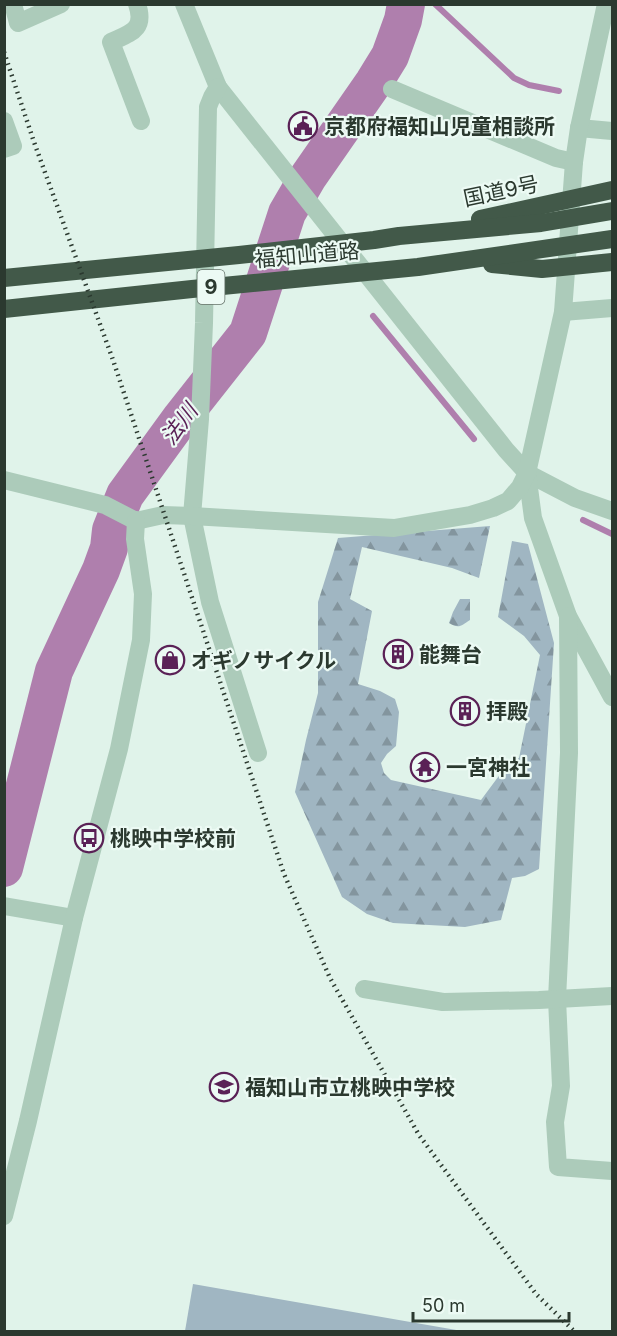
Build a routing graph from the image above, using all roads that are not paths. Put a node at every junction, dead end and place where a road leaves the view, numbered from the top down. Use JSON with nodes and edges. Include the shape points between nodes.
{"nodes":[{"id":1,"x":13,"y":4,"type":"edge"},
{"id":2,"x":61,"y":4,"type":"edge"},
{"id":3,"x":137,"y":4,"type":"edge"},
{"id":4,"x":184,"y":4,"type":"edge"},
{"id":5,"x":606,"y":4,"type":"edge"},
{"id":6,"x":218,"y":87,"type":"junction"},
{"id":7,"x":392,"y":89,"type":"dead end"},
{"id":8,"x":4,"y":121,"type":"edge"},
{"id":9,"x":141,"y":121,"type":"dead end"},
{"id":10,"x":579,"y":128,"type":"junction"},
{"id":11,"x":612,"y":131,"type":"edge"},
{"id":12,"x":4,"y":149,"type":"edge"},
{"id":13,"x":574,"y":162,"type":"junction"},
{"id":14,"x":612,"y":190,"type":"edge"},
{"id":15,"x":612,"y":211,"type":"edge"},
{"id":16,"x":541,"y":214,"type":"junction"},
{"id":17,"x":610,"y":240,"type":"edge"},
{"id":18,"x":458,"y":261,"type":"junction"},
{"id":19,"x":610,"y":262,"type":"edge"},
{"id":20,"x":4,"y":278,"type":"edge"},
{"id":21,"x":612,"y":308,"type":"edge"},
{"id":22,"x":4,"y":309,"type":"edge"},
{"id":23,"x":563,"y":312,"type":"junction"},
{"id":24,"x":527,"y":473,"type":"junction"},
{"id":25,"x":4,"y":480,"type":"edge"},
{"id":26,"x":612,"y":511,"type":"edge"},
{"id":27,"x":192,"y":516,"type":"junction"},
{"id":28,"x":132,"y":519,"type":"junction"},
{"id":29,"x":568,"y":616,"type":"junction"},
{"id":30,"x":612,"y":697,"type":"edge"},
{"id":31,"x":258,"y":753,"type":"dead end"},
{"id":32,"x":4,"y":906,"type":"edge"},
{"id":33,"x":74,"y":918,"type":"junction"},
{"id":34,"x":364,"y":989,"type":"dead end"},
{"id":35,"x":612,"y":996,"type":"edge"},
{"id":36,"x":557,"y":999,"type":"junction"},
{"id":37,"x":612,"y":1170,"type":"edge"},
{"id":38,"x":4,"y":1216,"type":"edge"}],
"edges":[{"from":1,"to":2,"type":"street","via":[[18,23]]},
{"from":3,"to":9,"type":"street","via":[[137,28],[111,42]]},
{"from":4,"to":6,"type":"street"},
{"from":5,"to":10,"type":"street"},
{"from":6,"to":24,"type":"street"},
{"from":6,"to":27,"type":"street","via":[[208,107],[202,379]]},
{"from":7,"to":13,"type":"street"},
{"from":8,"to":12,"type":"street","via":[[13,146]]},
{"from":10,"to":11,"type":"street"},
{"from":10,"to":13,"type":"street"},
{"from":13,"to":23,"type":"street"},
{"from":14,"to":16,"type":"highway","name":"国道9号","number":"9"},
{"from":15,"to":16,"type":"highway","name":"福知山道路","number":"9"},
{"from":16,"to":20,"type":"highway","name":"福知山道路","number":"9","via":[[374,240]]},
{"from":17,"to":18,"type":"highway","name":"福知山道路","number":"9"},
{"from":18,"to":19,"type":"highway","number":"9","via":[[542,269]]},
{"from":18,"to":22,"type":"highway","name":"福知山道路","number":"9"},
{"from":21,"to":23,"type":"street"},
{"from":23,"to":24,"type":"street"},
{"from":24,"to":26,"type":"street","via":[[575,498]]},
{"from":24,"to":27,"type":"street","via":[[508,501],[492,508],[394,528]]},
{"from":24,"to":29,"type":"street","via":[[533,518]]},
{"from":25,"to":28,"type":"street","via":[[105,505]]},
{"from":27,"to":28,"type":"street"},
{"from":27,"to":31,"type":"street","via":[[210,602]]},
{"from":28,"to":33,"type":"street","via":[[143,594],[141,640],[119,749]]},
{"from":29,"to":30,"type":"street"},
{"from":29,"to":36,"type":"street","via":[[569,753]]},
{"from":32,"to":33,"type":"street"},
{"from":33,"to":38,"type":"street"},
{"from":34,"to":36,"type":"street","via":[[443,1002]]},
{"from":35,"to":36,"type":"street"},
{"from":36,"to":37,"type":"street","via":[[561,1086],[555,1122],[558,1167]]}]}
▬▬▬
ABOUT THIS EXERCISE: Copy whichever lines in the listing above contain the word "highway".

ANSWER BOX:
{"from":14,"to":16,"type":"highway","name":"国道9号","number":"9"},
{"from":15,"to":16,"type":"highway","name":"福知山道路","number":"9"},
{"from":16,"to":20,"type":"highway","name":"福知山道路","number":"9","via":[[374,240]]},
{"from":17,"to":18,"type":"highway","name":"福知山道路","number":"9"},
{"from":18,"to":19,"type":"highway","number":"9","via":[[542,269]]},
{"from":18,"to":22,"type":"highway","name":"福知山道路","number":"9"},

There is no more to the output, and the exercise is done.